Artists, Developers, and the Deep Structures of the New World - rphogan
http://micahredding.com/blog/2011/12/28/artists-developers-deep-structures-new-world

======
lhnz
Very interesting point if you read past the first line. There is definitely
significant momentum in the interleaving of artificial creations of all
'mediums' with reality. Will technology turn the map into the territory?

I don't think it's primarily developers that have instigated this though. We
are the implementors but we have been catalysed by all sorts of other people.
And we won't be the last industry to substantially interleave artificial
creations with reality. This I suspect the author meant to imply by talking
about other industries that came before us but nevertheless I felt the article
was particularly marketed towards developers when it should have wider appeal.
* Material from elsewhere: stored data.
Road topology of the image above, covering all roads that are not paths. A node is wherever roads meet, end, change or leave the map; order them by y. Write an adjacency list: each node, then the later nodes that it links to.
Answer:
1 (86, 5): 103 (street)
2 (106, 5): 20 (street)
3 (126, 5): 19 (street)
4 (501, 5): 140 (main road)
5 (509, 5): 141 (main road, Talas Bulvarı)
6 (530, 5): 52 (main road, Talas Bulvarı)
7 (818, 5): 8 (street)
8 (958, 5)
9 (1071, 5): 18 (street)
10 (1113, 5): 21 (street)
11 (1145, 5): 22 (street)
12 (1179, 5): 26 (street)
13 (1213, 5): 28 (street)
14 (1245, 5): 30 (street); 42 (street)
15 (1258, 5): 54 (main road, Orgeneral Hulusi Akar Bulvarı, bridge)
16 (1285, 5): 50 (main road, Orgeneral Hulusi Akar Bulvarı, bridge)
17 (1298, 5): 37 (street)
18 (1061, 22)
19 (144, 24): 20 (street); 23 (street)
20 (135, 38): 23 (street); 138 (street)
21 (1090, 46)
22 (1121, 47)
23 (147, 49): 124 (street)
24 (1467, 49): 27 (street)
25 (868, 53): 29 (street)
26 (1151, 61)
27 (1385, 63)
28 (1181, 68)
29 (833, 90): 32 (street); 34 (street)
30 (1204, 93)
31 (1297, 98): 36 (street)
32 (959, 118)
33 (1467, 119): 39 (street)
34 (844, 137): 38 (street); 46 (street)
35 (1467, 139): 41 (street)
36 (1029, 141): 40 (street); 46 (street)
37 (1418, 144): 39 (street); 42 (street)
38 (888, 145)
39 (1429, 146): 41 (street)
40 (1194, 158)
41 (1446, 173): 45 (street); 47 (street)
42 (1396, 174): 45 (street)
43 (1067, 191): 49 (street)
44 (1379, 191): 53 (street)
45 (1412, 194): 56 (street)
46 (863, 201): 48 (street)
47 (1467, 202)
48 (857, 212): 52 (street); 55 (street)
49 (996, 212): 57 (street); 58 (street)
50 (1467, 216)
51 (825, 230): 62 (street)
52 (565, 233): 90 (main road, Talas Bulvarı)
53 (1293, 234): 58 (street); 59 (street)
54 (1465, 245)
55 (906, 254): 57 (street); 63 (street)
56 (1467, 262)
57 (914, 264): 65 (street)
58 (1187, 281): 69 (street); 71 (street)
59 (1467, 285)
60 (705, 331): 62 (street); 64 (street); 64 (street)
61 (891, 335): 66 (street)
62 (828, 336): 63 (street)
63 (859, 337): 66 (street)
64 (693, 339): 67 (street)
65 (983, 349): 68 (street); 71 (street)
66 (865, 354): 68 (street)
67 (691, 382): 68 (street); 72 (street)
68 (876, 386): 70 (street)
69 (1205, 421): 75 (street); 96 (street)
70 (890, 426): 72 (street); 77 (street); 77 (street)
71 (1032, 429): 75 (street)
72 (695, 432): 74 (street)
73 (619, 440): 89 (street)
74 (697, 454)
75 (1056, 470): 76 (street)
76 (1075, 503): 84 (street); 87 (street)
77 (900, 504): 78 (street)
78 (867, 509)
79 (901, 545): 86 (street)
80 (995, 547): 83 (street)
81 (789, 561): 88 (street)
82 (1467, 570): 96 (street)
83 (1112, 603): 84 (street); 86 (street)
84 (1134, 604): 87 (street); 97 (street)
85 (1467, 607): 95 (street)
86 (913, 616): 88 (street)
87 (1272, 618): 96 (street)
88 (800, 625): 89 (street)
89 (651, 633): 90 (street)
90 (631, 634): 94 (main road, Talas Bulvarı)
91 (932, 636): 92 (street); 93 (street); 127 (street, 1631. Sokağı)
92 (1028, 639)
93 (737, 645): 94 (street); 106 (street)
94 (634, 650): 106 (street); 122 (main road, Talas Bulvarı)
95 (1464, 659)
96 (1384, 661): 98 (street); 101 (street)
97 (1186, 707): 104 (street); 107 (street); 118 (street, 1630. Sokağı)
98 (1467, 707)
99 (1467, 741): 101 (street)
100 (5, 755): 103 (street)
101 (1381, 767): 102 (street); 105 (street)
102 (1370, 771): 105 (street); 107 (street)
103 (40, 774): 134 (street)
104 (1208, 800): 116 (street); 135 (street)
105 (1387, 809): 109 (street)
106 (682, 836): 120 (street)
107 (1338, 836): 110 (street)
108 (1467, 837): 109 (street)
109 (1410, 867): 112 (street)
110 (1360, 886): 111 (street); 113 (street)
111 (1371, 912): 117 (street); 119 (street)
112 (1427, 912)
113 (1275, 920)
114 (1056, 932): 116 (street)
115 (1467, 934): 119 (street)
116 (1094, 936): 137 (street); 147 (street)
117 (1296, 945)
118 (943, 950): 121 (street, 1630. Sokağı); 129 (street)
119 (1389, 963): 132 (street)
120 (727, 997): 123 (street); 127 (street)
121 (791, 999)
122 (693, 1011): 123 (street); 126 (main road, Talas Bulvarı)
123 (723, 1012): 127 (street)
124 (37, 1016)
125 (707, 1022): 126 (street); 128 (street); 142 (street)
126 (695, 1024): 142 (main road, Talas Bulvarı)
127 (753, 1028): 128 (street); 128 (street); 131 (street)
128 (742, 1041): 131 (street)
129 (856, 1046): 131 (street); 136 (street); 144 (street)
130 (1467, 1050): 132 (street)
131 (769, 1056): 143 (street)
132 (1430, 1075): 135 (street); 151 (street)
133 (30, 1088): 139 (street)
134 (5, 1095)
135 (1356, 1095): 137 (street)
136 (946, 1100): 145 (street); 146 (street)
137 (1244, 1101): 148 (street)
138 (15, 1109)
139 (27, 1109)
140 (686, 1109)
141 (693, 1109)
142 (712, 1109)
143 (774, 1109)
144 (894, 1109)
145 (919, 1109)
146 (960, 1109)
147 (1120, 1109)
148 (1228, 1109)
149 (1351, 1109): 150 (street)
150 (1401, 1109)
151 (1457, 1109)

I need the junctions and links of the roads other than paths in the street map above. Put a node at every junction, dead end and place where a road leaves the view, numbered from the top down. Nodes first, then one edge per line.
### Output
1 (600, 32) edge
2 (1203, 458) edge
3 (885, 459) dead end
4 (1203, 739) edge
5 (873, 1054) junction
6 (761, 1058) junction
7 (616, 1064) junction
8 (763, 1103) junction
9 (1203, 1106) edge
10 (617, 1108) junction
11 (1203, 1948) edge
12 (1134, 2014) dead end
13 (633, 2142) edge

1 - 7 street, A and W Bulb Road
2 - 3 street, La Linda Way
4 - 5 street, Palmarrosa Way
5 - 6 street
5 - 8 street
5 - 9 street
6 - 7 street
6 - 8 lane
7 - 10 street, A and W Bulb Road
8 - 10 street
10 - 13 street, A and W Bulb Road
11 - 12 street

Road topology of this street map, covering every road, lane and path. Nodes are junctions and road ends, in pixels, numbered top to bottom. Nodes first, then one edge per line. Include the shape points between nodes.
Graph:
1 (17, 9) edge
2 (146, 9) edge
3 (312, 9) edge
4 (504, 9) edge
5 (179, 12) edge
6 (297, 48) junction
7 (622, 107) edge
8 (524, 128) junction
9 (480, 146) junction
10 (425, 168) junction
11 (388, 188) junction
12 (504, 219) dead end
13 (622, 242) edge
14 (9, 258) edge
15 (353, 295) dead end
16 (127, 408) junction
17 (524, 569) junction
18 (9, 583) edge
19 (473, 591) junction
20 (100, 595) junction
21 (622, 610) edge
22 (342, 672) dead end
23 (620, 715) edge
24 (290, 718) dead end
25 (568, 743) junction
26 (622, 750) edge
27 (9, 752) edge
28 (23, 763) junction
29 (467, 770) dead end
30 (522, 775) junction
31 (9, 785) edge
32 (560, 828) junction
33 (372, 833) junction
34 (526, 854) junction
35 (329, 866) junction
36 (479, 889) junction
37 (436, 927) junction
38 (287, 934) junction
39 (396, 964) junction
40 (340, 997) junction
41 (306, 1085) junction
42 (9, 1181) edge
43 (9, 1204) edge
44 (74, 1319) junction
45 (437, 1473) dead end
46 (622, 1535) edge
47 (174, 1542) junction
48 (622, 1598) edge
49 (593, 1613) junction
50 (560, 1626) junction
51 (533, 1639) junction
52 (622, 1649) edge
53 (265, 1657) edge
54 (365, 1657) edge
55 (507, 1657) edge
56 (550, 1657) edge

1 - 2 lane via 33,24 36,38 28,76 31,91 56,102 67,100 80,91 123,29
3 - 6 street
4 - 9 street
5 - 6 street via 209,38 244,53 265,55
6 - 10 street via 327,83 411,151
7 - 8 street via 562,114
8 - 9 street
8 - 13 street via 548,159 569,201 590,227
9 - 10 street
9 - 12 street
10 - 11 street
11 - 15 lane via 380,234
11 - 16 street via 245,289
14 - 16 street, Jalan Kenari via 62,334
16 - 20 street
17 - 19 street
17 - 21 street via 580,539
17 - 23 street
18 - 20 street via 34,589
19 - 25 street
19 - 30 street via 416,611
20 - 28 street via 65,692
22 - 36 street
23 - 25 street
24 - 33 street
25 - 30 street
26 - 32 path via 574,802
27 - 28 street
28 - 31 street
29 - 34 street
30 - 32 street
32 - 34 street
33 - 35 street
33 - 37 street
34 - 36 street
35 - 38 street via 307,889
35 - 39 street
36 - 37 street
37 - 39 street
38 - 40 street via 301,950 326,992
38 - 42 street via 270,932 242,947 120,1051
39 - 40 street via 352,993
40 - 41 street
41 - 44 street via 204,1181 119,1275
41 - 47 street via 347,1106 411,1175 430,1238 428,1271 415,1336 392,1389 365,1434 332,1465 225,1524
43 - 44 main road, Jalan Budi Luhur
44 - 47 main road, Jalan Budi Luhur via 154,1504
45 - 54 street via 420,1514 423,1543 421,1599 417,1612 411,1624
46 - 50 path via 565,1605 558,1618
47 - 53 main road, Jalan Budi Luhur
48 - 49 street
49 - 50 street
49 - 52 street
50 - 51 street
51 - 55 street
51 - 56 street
> This is why books and music and television and movies and photographs are
> all rapidly converging.

It seems to me that something which isn't converging is development itself.
Diversity and variance correlate with creativity but over time cause
complicatedness which leads to specialisation that eventually negatively
feedbacks on creativity. Perhaps this is the natural state of things but I
believe that it could be relieved through the further generalisation, cross-
pollination and increased brevity of our principles, standards and best
practices. (Actually, I just googled 'loosely-coupled' and it appears it was
defined by an organisational theorist. Perhaps there is already further
widespread proliferation that I am unaware of.)

Does anybody know a good resource for fundamental concepts and paradigms in
systems, organisation, and structure? I suspect some are medium-specific and
all will be intention-specific but either way it would be interesting to
create some kind of cross-discipline toolkit if none already exists.